ソフトバンクの松田宣浩が、4月30日のオリックス戦で今季1号となる貴重な同点ホームランを放った。
この日のゲームは、オリックスが2回裏に1点を先制。その後は、オリックスのルーキー・山岡泰輔、ソフトバンクの寺原隼人の両先発が踏ん張って両軍とも得点なしのこう着状態となっていた。
ソフトバンクは、6回まで毎回にように出塁しながらもホームが遠い重苦しい展開が続く。
7回からは、好投の山岡に代わって吉田一将がマウンドに。ここまでの8試合で32人の打者と対戦し、失点はおろか1本のヒットも許していない絶対的なセットアッパー。前日の同カードでも8回に登板し、デスパイネ、中村晃、松田と3者凡退に抑えられていた。
こんな展開を切り開くのは、やはり一発。7回、二死走者なしから松田が外角のフォークを完璧にとらえ、左中間スタンドへ。9回にもデスパイネのソロが飛び出し、ソフトバンクの逆転勝利となった。
今季の初本塁打が4月30日となった松田だが、これまでのシーズン1号は以下の通り。
2006年:4月25日(京セラドーム)
2007年:6月23日(ナゴヤドーム)
2008年:4月8日(熊本・藤崎台県営野球場)
2009年:6月11日(ヤフードーム、現ヤフオク!ドーム)
2010年:3月21日(札幌ドーム)
2011年:4月17日(ヤフードーム、現ヤフオク!ドーム)
2012年:3月30日(ヤフードーム、現ヤフオク!ドーム)
2013年:4月4日(西武ドーム)
2014年:4月5日(Koboスタジアム宮城)
2015年:4月1日(ヤフオク!ドーム)
2016年:4月7日(ヤフオク!ドーム)
2017年:4月30日(京セラドーム)
ルーキーイヤーの2006年でも4月25日、前回のWBCに出場した2013年でも4月4日には第1号を放っている。

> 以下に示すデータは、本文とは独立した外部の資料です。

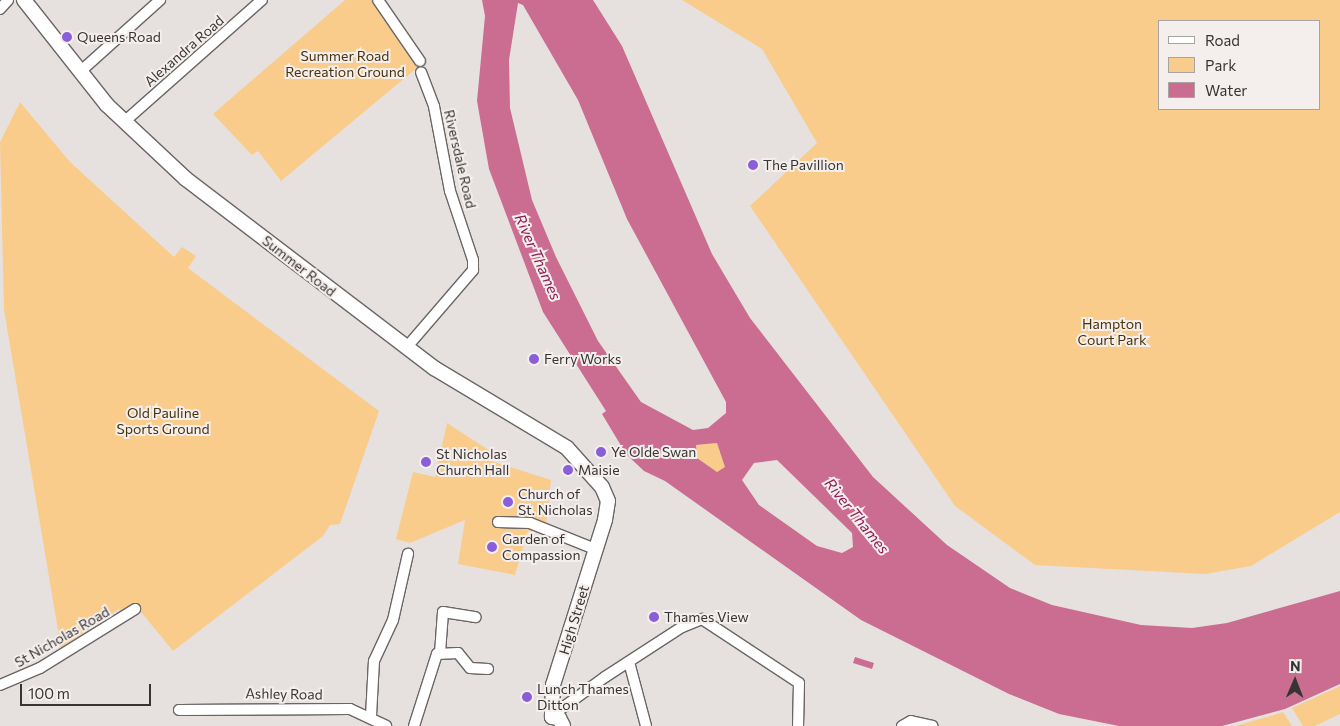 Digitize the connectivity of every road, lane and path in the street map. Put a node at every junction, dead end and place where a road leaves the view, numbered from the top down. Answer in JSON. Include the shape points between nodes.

2007年はチーム内のメンバー事情もあって1軍昇格が6月に入ってからだった。2009年は開幕戦で故障し戦列復帰したのが6月だった。両年とも第1号が6月となったのも仕方ない。
プロ入りから12年連続で本塁打を放っている松田だが、開幕から1軍で試合に出ていた年のなかでは、今季の4月30日が最も遅かった。
WBC組の多くが開幕から苦しんでいるが、松田も前日までの打率は.208で本塁打ゼロ。心技体ともに「日本仕様」に戻すのに苦労している。だが、この一発が復調のきっかけになる可能性は十分だ。
チームのスローガンは、昨年までの「熱男(2016)」から「1(ワン)ダホー!」へと変わった。
ホームランを放ち、戻ってきたベンチ前でスローガンを絶叫し、ファンを盛り上げるのも松田の重要な仕事のひとつ。松田がどれだけ多く「ワンダホー!」を叫ぶことができるかが、今後のソフトバンクの浮沈のカギを握っているともいえる。